Он обвел глазами людей вокруг, тех, кто встал поперек пути Тьмы, набираясь этим силы и уверенности.
– Война. О которой вы ничего не знаете, воспаряя в своих высях Радужной Башни. Война. Самая страшная, самая беспощадная война. Предельная война. Война, в которой не будет проигравших. Будут выжившие и мертвые. Война принципов, которой не помнят летописи. Война, которую никто не начинал, но сразу же появились тысячи ее жертв. Война, в которой невозможно победить, с противником, которому невозможно проиграть, невозможно сдаться, с которым невозможно вести переговоры, обмен пленных. Война, в которой не берут пленных. Есть лишь заготовка мяса для прокорма воинов. Война, в которой невозможно победить, невозможно проиграть. А надо! Надо!
Ронг подумал секунду, продолжил:
– Я ошибся. Это не война принципов. Мерзость беспринципна! Смерть недоговороспособна, не знает границ и правил. Применяет все средства для уничтожения жизни. Не только запрещенные, а подлые, мерзкие. Ты, допотопная рухлядь, ты разозлился, что кто-то применил магию высших порядков? Без твоего ведома? Что кто-то посмел вмешиваться в природу, менять климат? А ты, сидя в своих тихих чертогах, знаешь, слышал, что запрещенные тобой, скрываемые вами средства уже давно используются темными против Жизни? Знаешь, что запрещенный тобой, запертый в Черных Оплотах, способ вмешательства в сознание, порабощения разума бессчетно применяется к тысячам и тысячам детей? Что из них готовят живых, мясных конструктов для боя? Для смерти в бою.
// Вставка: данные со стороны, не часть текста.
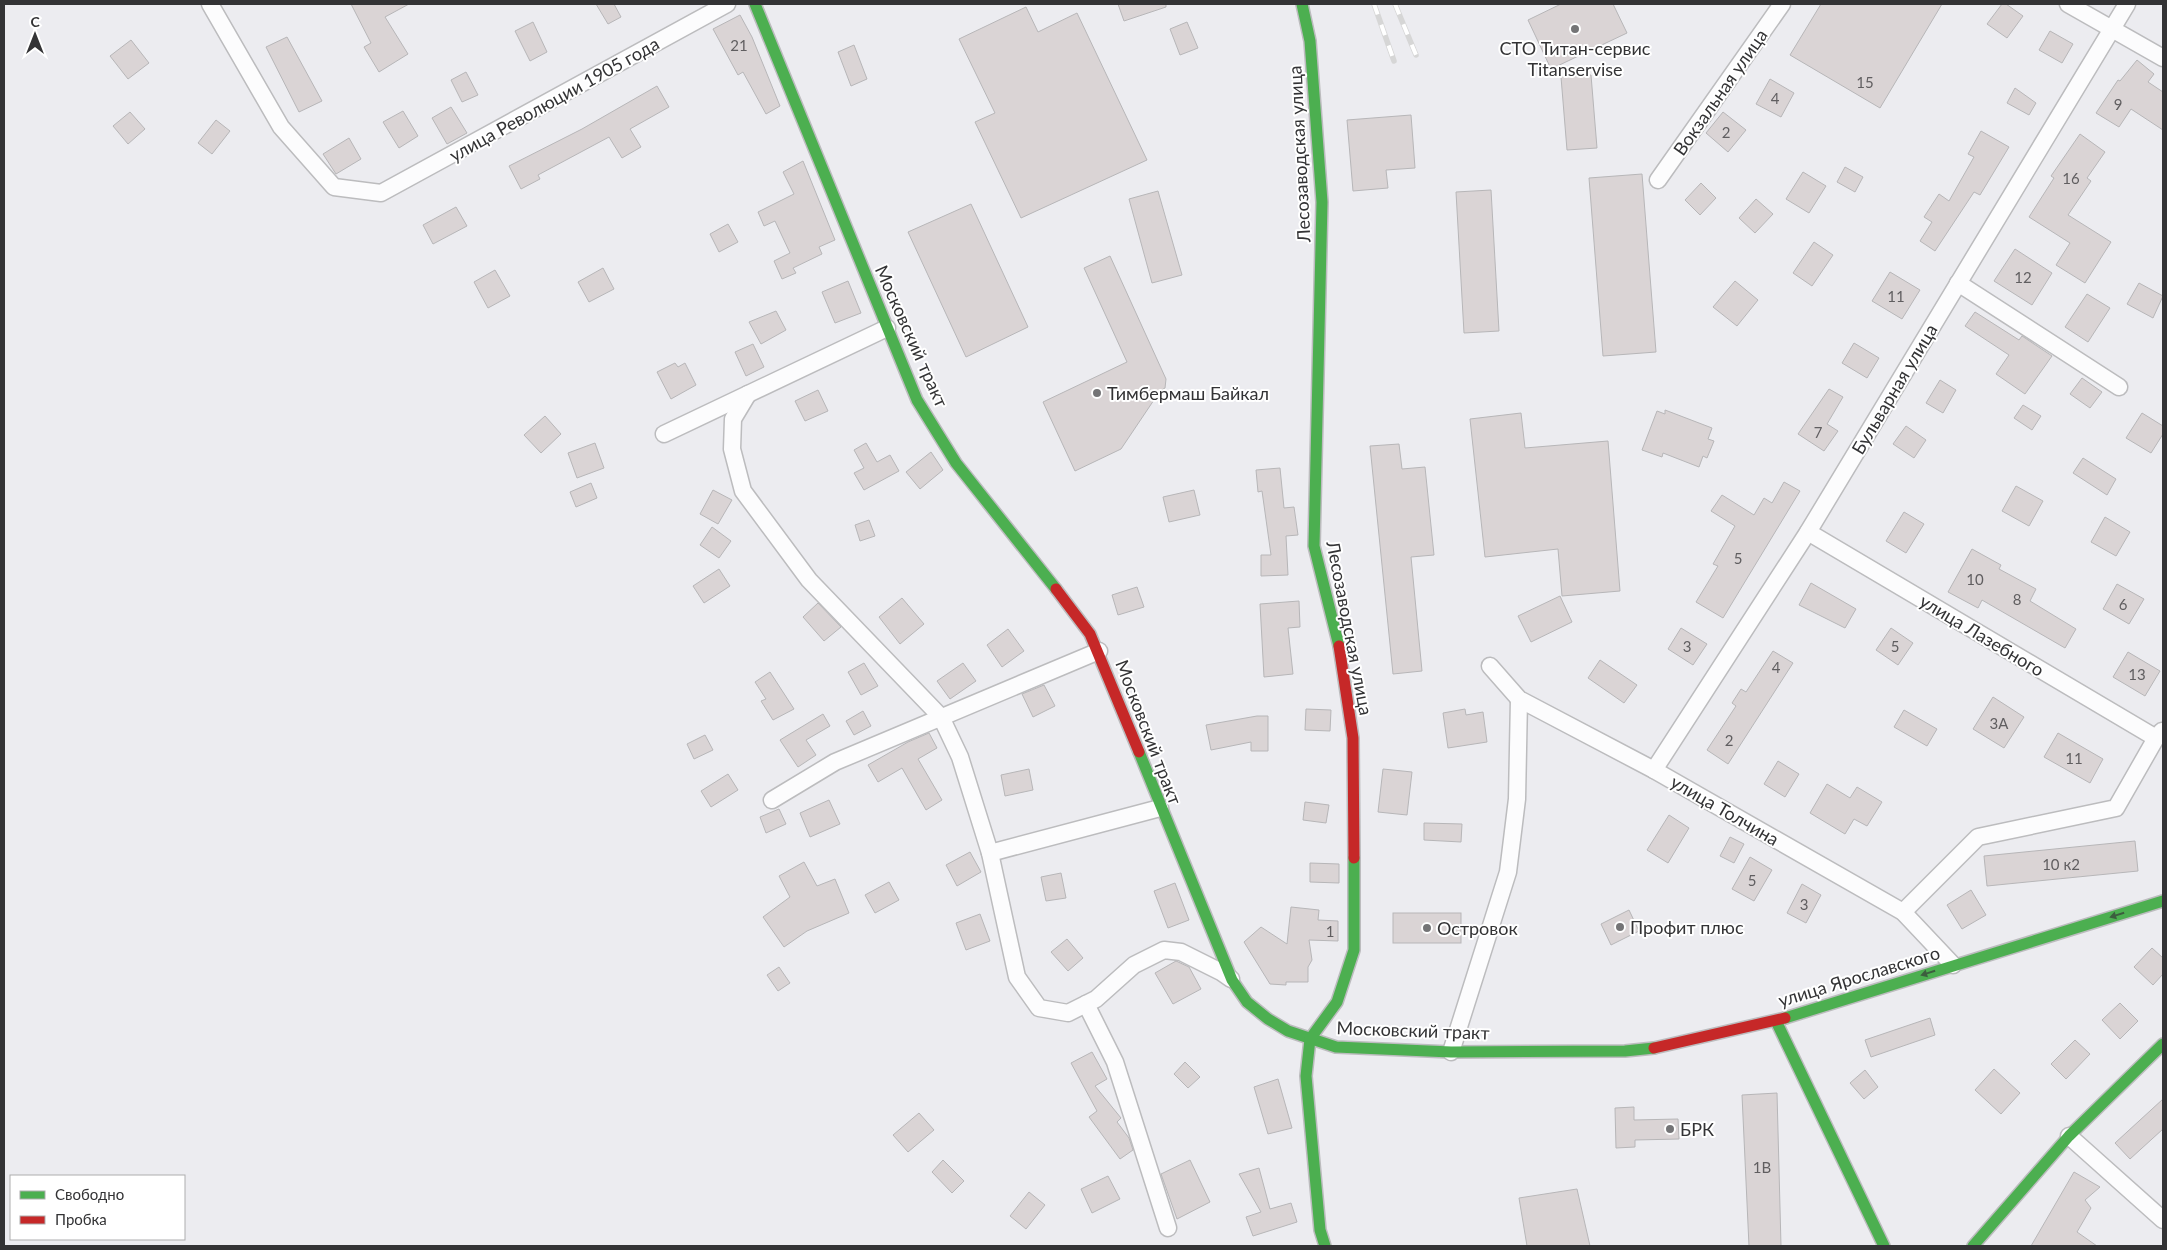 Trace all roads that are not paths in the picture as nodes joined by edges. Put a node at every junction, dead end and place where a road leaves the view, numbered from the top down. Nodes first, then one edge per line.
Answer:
1 (210, 4) edge
2 (727, 4) edge
3 (755, 4) edge
4 (1302, 4) edge
5 (1782, 4) edge
6 (2068, 4) edge
7 (2127, 4) edge
8 (2112, 28) junction
9 (2163, 58) edge
10 (1658, 180) dead end
11 (1958, 283) junction
12 (887, 328) junction
13 (2119, 387) dead end
14 (748, 394) junction
15 (664, 434) dead end
16 (1808, 532) junction
17 (1099, 652) junction
18 (1490, 666) dead end
19 (1519, 699) junction
20 (941, 717) junction
21 (2160, 734) edge
22 (1654, 770) junction
23 (772, 800) dead end
24 (1160, 808) junction
25 (990, 853) junction
26 (2163, 901) edge
27 (1902, 912) junction
28 (1953, 965) junction
29 (1232, 980) junction
30 (1086, 1004) junction
31 (1776, 1021) junction
32 (1310, 1040) junction
33 (2163, 1044) edge
34 (1451, 1052) junction
35 (2069, 1136) junction
36 (2163, 1220) edge
37 (1168, 1228) dead end
38 (1325, 1246) edge
39 (1884, 1246) edge
40 (1973, 1246) edge

1 - 2 street, улица Революции 1905 года
3 - 12 main road, Московский тракт
4 - 32 main road, Лесозаводская улица
5 - 10 street, Вокзальная улица
6 - 8 street
7 - 8 street, Бульварная улица
8 - 9 street
8 - 11 street, Бульварная улица
11 - 13 street
11 - 16 street, Бульварная улица
12 - 14 street
12 - 17 main road, Московский тракт
14 - 15 street
14 - 20 street
16 - 21 street, улица Лазебного
16 - 22 street, Бульварная улица
17 - 20 street
17 - 24 main road, Московский тракт
18 - 19 street, улица Толчина
19 - 22 street, улица Толчина
19 - 34 street
20 - 23 street
20 - 25 street
21 - 27 street
22 - 27 street, улица Толчина
24 - 25 street
24 - 29 main road, Московский тракт
25 - 30 street
26 -> 28 main road, улица Ярославского
27 - 28 street, улица Толчина
28 -> 31 main road, улица Ярославского
29 - 30 street
29 - 32 main road, Московский тракт
30 - 37 street
31 - 34 main road, Московский тракт
31 - 39 main road, улица Ярославского
32 - 34 main road, Московский тракт
32 - 38 main road, Лесозаводская улица
33 - 35 main road
35 - 36 street
35 - 40 main road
Для уничтожения жизни? Знаешь, что производятся тысячи и тысячи управляемых Бродяг? Без контроля Некроманта? Что у них уже получилось изменение нежити, получение нежити с нужными им свойствами? Смертоносными свойствами! Да-да! Темные химерологи! Где ты был? Радужный?! Дети отстаивают этот Мир, отбивают его у Тьмы! Где ты?! Хранитель Порядка?! Куда ты смотришь?
– Это серьезные обвинения! – грозно говорил Ректор, пылая аурой. – Ты можешь это доказать?
– Агроном, среди людоедов есть мерзость, о которой я сейчас говорил? – спросил Ронг.
– Полно! Текут, подобно грязной реке, – махнул рукой на стены Ястреб. – Ты забыл упомянуть измененных людей. Паладинов Тьмы, один из которых чуть не прикончил командира.
– У нас есть достаточно доказательств, – сказал Белый Хвост. – Мы собирали тела, образцы тканей, крови, записи и иллюзии. Но нам предстоит битва. Там этих доказательств будет завались! В натуральном виде, в естественной среде обитания. И если мы не устоим в этой битве, то доказывать будет некому и незачем. Потому, при всем уважении, ваше первомогущество, предлагаю оставить столь важные, но отвлеченные вопросы для более уместной обстановки. Напомню, что мой друг и брат, наместник Триединого в МОЕМ княжестве, его первосвященство Ронг, Знающий Путь Спасения Души – под моей защитой. Обращаю ваше внимание, что оскорбления этого лица не только не допустимы, но и являются прямым оскорблением чести и достоинства князя Лебедя, Дома императора, Престола Единодержца и Престола Триединого в Мире.
– Ты настолько дерзок? Или безумен? – с удивлением смотрел Ректор на Белого. – Что посмел угрожать МНЕ?